Detailed information is required about such payments, including the type and total amounts for each product, amounts paid to each government, the currency used, the government entity that received payments and the project of the resource extraction issuer to which the payments relate.
A resource extraction issuer would be required to comply with the new rules for fiscal years ending after September 30, 2013. For a calendar year issuer, the first such report would be required to be “filed” (not “furnished”) on the SEC’s EDGAR system (and thus publicly accessible) by May 30, 2014, and may include a partial report for payments made from September 30, 2013 to December 31, 2013.

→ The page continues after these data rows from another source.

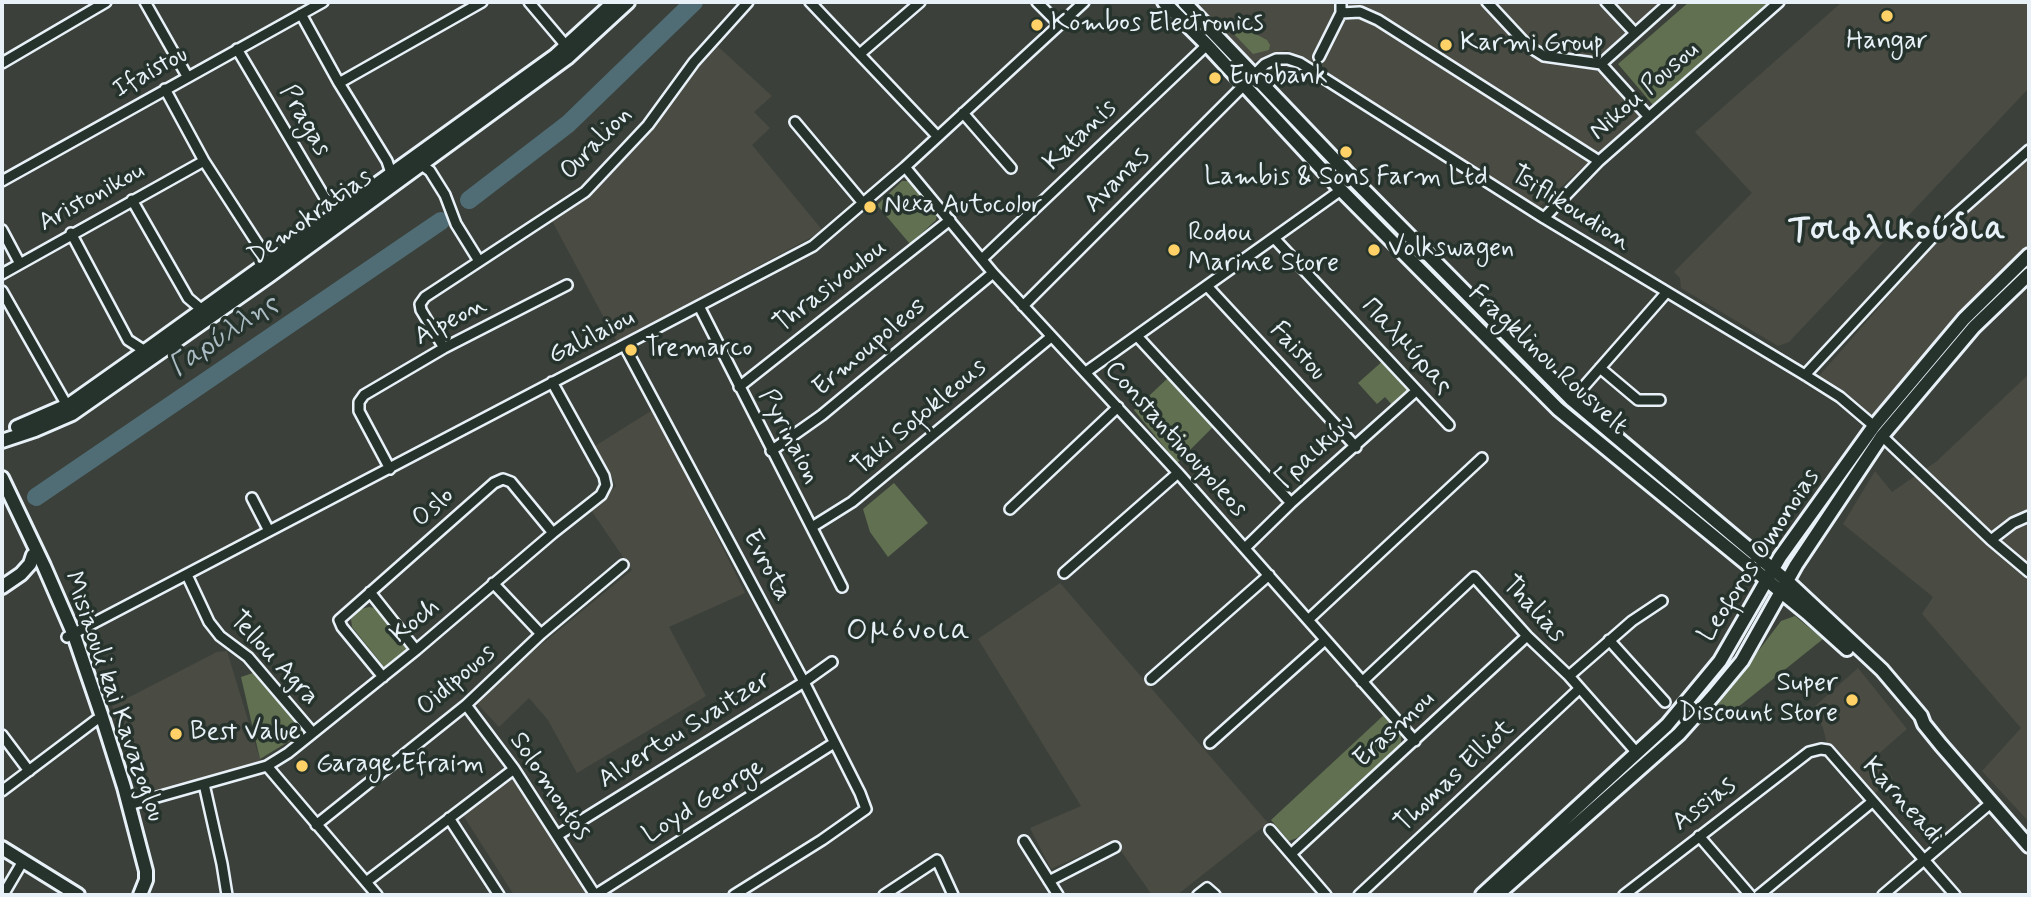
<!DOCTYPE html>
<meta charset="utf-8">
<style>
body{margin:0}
#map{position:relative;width:2031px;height:897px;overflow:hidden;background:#3b413a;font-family:Mynerve,sans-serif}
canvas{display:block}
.frame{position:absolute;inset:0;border:4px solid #e8f1f8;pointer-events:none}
</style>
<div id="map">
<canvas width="2031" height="897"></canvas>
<div class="frame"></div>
</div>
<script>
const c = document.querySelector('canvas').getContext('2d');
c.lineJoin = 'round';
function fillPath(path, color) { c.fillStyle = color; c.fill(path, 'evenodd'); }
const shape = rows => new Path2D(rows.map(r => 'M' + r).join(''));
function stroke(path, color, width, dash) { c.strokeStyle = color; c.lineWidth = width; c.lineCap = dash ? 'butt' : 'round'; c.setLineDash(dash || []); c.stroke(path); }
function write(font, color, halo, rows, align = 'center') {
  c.font = font + ' Mynerve,sans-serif'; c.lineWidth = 7; c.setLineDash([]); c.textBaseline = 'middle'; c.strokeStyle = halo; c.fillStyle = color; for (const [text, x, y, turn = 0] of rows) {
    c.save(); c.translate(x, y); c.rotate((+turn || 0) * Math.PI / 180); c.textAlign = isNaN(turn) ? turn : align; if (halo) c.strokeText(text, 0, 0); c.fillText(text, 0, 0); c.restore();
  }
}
const built = shape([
 [1193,2,1675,2,1599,69,1640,115,1538,208,1287,50,1252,62],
 [1842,2,2029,2,2029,88,1789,342,1778,346,1681,288,1680,278,1674,272,1752,193,1695,132],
 [714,43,772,96,754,112,770,128,752,145,823,231,617,342,551,219,590,194,643,137],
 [2029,155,2029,248,1964,313,1873,418,1819,376,1943,234],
 [2029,374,2029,822,1982,771,2021,728,1922,614,1933,597,1843,524,1875,471,1892,492,1937,461],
 [654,409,745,593,669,627,706,696,577,773,548,720,529,698,499,727,474,700,632,570,591,510,616,486,595,446],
 [1060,583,1268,823,1177,895,1152,895,1114,841,1051,869,1030,828,1081,806,978,639],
 [227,651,261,763,141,799,112,706,217,652],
 [1858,668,1907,729,1876,756,1893,778,1874,794,1827,744,1823,728,1813,708],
 [513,776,588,895,514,895,461,812]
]);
const green = shape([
 [1689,2,1770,2,1653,105,1618,64],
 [1237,24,1267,40,1270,45,1269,50,1253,54,1233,33,1232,25],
 [902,181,912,181,937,209,936,220,910,244,877,205],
 [1385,359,1407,385,1407,396,1394,407,1385,397,1377,404,1358,383],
 [1169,377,1215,425,1177,463,1134,410],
 [894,483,928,523,888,557,870,532,863,509],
 [369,607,379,609,409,648,385,668,352,627,351,619,361,609],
 [1795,616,1823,639,1742,704,1719,718,1713,711,1781,621],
 [256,672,306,731,260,759,241,677],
 [1385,714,1401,731,1401,745,1297,838,1289,841,1271,820]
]);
const river = shape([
 [469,200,568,124,694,2],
 [36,497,441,221]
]);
const minor = shape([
 [145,2,187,76],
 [529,2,562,41,566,50],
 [810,2,937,136],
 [1037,2,1059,24],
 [1487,2,1528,46,1544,56,1601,64],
 [1606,2,1635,33],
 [1341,13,1360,12,1378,20,1599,161],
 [301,14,339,83,387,161,391,173],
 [237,49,325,198,339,210],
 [861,53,920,2],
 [1319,57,1341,13,1341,2],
 [2,63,106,2],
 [339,83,482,2],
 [165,89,204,161,259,246,264,264],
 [963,113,1011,168],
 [1649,117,1601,64,1670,2],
 [795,122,863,203],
 [423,166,430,171,445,195,456,224,479,261],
 [905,167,993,273,1178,473,1415,741],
 [2,181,323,2],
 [132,200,188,298,201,309],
 [1544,218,1599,161,1779,2],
 [2,230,19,262],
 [71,233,128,340,145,351],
 [1274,238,1449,425],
 [983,258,1207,45],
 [2,274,204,161],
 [1207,286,1356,447],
 [2,291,65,402,61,408],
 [699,306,842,587],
 [1023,306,1265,64,1276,59,1288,59,1300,63,1544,218,1805,375,1840,397,1874,426],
 [1137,336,1291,503],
 [624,345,804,682,860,793,866,809,822,840,734,895],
 [444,348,421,310,420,304,425,297,585,192,648,125,694,62,748,2],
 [1600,368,1638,400,1660,400],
 [1086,372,1341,190],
 [1805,375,1942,227,2029,150],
 [739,387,950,220],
 [1572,400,1666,293],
 [1882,436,1991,540,2029,572],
 [771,451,822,415,993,273],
 [390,469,359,411,359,402,364,395,444,348,567,285],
 [252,498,269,531],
 [1010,509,1118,407],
 [812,527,852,502,1051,337],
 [1991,540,2013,523,2029,516],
 [1245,548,1291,503,1416,391],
 [1064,573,1178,473],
 [187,575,209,622,220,636,248,657,312,732],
 [493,583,541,634],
 [370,592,416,650],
 [1308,620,1482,458],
 [67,637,813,246,905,167,1084,2],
 [1609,640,1665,702],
 [1569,676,1632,621,1662,601],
 [383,677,342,627,339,620,494,483,503,479,511,482,553,533],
 [1151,679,1269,575],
 [1362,682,1474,577,1527,636,1569,676,1637,753],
 [466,705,514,769,595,895,834,743],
 [2,735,29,771],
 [1210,743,1325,640],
 [267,766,377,895],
 [204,784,222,864,227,895],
 [2,791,96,720],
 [129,805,267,766,288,753,416,650,553,533,601,495,606,485,604,476,552,382],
 [449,818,499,895],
 [316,825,466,705,541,634,623,565],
 [1270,830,1326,895],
 [558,835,804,682,832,662],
 [1699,836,1750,895],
 [1024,841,1058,895],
 [1291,854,1527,636],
 [1049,881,1115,847],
 [366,882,514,769],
 [3,895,23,861],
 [884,895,937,860,953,895],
 [1198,895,1207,888,1215,895],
 [1359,895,1579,689],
 [1624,895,1809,752,1821,749,1828,750,1955,895],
 [1759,895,1872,802],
 [1883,895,1992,802]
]);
const tertiary = shape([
 [17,427,70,404,145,351,556,55,614,2],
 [2,441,35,430,72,414,269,276,567,58,628,2],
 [2,587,21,574,30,564,33,555]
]);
const secondary = shape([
 [1164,2,1207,45,1341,190,1558,409,1807,613,1847,649],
 [1184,2,1355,181,1572,400,1787,581,1882,670,1921,716,1924,724,1941,745,2029,846],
 [2,478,44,566,74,635,101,714,124,787,146,871,146,880,140,895],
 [2,848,78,895],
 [1482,895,1667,725,1720,661,1780,557,1874,426,1964,319,2029,255],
 [1497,895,1679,734,1713,696,1742,661,1796,565,1882,436,1974,327,2029,274]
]);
const markers = [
 [1887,16,7,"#ffd166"],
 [1037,25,7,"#ffd166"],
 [1446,45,7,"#ffd166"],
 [1215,78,7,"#ffd166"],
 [1346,152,7,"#ffd166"],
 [870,207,7,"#ffd166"],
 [1174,250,7,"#ffd166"],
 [1374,250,7,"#ffd166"],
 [631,350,7,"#ffd166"],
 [1852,700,7,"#ffd166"],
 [176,734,7,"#ffd166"],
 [302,766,7,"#ffd166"]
];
const poiNames = [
 ["Kombos Electronics",1051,25],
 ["Hangar",1887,43,"center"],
 ["Karmi Group",1460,45],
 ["Eurobank",1229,78],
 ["Lambis & Sons Farm Ltd",1346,179,"center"],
 ["Nexa Autocolor",884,207],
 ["Rodou",1188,235],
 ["Marine Store",1188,265],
 ["Volkswagen",1388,250],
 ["Tremarco",645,350],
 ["Super",1838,685,"right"],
 ["Discount Store",1838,715,"right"],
 ["Best Value",190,734],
 ["Garage Efraim",316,766]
];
const streetNames = [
 ["Ifaistou",151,73,-29],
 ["Nikou Pousou",1645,92,-41],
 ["Pragas",304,121,60],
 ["Katanis",1081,136,-44],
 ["Ouralion",597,144,-46],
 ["Avanas",1118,181,-45],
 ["Aristonikou",92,198,-29],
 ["Tsiflikoudion",1570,209,32],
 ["Demokratias",311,218,-36],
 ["Thrasivoulou",831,287,-38],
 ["Alpeon",451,322,-28],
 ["Galilaiou",592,338,-27],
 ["Παλμύρας",1406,347,47],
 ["Ermoupoleos",870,348,-40],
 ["Faistou",1297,352,47],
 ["Fragklinou Rousvelt",1547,361,43],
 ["Taki Sofokleous",920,418,-40],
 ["Pyrinaion",788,437,62],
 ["Constantinoupoleos",1175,440,48],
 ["Γραικών",1316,453,-42],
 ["Oslo",434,508,-42],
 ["Leoforos Omonoias",1760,556,-57],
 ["Evrota",766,566,62],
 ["Thalias",1533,610,47],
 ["Koch",416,622,-40],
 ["Tellou Agra",273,659,47],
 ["Oidipouos",457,681,-41],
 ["Misiaouli kai Kavazoglou",113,697,71],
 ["Erasmou",1395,730,-43],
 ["Alvertou Svaitzer",685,731,-32],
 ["Thomas Elliot",1455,777,-43],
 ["Solomontos",549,787,56],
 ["Loyd George",704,802,-32],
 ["Karneadi",1902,802,48],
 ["Assias",1705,805,-37]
];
const waterNames = [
 ["Γαρύλλης",224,337,-34]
];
const quarterNames = [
 ["Ομόνοια",909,633]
];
const districtNames = [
 ["Τσιφλικούδια",1898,232]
];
fillPath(built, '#4a4b43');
fillPath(green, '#617051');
stroke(river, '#506d76', 18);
stroke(minor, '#e8f1f8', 14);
stroke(tertiary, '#e8f1f8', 18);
stroke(secondary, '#e8f1f8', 18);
stroke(minor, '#26332d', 9);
stroke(tertiary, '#26332d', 12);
stroke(secondary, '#26332d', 12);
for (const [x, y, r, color] of markers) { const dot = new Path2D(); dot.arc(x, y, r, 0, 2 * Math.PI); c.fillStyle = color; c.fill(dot); stroke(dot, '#26332d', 2.5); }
write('26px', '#e8f1f8', '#26332d', poiNames, 'left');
write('26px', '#e8f1f8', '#26332d', streetNames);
write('italic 28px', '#abbcc4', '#26332d', waterNames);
c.letterSpacing = '2px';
write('30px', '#e8f1f8', '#26332d', quarterNames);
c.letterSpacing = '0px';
c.letterSpacing = '2px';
write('bold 33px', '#e8f1f8', '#26332d', districtNames);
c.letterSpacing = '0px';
</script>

Chairman Shapiro recused herself from the vote on the new rules and Commissioner Gallagher, in a lengthy dissent, stated that the SEC “just isn’t the right tool for this type of social policy exercise” and further argued that requiring disclosure on a company-by-company basis will create a huge competitive disadvantage for US registrants, pointing out that national oil companies in Russia, China, Iran and Venezuela will not be required to publicly disclose their cost structures and financial arrangements with host country governments. In his view the congressional mandate contained in the Dodd-Frank Act does not require that resource extraction issuer information provided to the SEC be released publicly in the form provided; he advocated that the social policy objectives of Congress could be accomplished if the SEC aggregated the information and publicly released it on a country-by-country basis rather than a company-by-company basis.